2007 Z4 M Coupe, Titanium Silver with Imola Red, black and silver interior -for details: www.mymcoupe.com
2003 M5, Imola Red with black and silver interior
-Dinan S2 drivetrain
-Dinan stage 3 suspension with JRZ shocks
-StopTech brakes
-Rogue Engineering short shift kit and clutch stop
-275/35R18 Michellins f/r on 18x9.5 BBS RS-GTs
-Progressive window tint
-Euro dash and armrest conversions
-CDT/Total audio, NavTv w/ DVD
-Seat massagers
2002 540iT, Sapphire Black with black and red interior
-Dinan S2 drivetrain
-Dinan stage 3 suspension with Koni shocks
-StopTech brakes
-255/40R18 PS2s f/r on 18x8.5 BBS RG-Rs
-Progressive window tint
-Euro dash and armrest conversions
-Custom interior trim and seat massagers
-NavTv with DVD
I read people changing the oem bushing with X5 bushings...does anybody know where to buy them off the net? or there are any other bushing better than the X5 ones.
I read people changing the oem bushing with X5 bushings...does anybody know where to buy them off the net? or there are any other bushing better than the X5 ones.
Its pretty much; OEM, OEM X5, Powerflex, or Dinan Monoball
Try braking fairly lightly around 50ish mph, slowly slowing yourself down. Then brake a little heavier on the next pass. If you can feel any wobbling in the wheel I believe that's a good warning the bushings aren't doing so well.
As for the X5 bushings, I believe the keyhole goes in opposite than the standard OEM 5 series bushing, but I may be wrong because I know very little about suspensions.
2007 Z4 M Coupe, Titanium Silver with Imola Red, black and silver interior -for details: www.mymcoupe.com
2003 M5, Imola Red with black and silver interior
-Dinan S2 drivetrain
-Dinan stage 3 suspension with JRZ shocks
-StopTech brakes
-Rogue Engineering short shift kit and clutch stop
-275/35R18 Michellins f/r on 18x9.5 BBS RS-GTs
-Progressive window tint
-Euro dash and armrest conversions
-CDT/Total audio, NavTv w/ DVD
-Seat massagers
2002 540iT, Sapphire Black with black and red interior
-Dinan S2 drivetrain
-Dinan stage 3 suspension with Koni shocks
-StopTech brakes
-255/40R18 PS2s f/r on 18x8.5 BBS RG-Rs
-Progressive window tint
-Euro dash and armrest conversions
-Custom interior trim and seat massagers
-NavTv with DVD
The other option is Vines arms off ebay. Some folks are getting significant miles on them with positive results. They have a heavy duty 4 wheel drive X5-style aftermarket bushing already pressed into complete arms with ball joints for about $130/pr.

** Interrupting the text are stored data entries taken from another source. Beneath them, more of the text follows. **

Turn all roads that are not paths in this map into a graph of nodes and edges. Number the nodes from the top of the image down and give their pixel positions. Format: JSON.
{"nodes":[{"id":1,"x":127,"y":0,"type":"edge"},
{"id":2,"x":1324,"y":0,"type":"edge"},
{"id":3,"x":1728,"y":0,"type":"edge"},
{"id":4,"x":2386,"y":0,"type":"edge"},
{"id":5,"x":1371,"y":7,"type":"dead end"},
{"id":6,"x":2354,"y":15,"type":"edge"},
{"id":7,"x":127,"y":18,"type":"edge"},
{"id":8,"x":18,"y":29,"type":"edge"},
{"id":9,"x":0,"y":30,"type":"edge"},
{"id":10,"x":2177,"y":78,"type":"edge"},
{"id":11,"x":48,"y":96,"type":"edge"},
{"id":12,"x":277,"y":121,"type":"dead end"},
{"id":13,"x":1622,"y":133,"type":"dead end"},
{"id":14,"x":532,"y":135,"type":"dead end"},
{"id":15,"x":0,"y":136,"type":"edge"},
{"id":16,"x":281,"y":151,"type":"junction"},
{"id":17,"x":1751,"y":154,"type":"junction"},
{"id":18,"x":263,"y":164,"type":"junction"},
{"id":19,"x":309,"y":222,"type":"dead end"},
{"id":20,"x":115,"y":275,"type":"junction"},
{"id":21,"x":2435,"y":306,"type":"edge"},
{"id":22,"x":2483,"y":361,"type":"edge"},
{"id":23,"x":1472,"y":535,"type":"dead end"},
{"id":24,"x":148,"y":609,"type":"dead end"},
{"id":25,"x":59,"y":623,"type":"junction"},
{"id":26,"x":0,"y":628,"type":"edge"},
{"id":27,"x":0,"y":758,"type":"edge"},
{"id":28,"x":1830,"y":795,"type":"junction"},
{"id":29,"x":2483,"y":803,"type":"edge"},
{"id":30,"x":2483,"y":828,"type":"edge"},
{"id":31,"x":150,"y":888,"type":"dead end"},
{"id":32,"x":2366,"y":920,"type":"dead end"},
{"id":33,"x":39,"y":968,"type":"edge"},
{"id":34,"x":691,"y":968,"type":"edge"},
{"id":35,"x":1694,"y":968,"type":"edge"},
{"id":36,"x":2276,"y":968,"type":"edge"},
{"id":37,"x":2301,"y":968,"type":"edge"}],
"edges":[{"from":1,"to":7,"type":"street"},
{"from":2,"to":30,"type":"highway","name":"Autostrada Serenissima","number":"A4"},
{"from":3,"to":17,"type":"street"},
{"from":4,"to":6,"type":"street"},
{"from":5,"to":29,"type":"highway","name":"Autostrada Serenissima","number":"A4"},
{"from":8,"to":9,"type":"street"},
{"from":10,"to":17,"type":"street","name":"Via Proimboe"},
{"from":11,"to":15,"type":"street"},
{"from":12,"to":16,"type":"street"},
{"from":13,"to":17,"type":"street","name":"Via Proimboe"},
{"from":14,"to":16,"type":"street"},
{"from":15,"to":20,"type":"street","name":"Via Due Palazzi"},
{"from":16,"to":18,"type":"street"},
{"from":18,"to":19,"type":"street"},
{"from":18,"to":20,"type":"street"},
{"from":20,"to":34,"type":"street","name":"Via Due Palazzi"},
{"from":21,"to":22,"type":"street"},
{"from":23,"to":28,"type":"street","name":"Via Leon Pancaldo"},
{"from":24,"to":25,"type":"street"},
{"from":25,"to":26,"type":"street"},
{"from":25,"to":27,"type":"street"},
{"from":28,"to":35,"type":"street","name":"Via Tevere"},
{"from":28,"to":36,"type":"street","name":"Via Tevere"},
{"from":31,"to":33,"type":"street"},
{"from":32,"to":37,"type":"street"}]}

I'm getting some unusual cupping in the front left out edge tire. I'm not getting any clunking or trammeling. I also just had a PSS9 installed a few months ago (cupping occured b/f install). Was wondering if it were possible to detect wear/cracking from a visual inspection of bushing or do you have to just take a chance when replacing the bushing/arm hoping this solves the problem?
Cupping is caused by the toe setting. Too much negative toe will cause out side cupping, too much positive toe will cause inside cupping. The thrust arm bushing will not cause tire cupping. A failed/failing thrust arm bushing will only cause vibrations. For it to have an impact on tire wear, the bushing would have to be so bad that you would get a clunking sound when braking. More than likely you have too much negative toe in. Most alignment shops put negative toe in BMW's because setting the toe at factory spec - which is zero toe - makes the car a little twitchy, meaning the steernig is very sensitive to input and on cupped road roads you have to constantly correct. We put negative toe in as well, but only 0.2 degrees which takes time to get right and costs more than $49.95 which is what most alignment shops charge for an alignment. I think some of the shops put in so much toe because they know they will sell twice as many tires on that car and then to cover it up blame the car, suspension, bushings, road condition and outer stellar planetary alignment as the cause for the cupping. Find a very good alignment shop and pay them to do it right.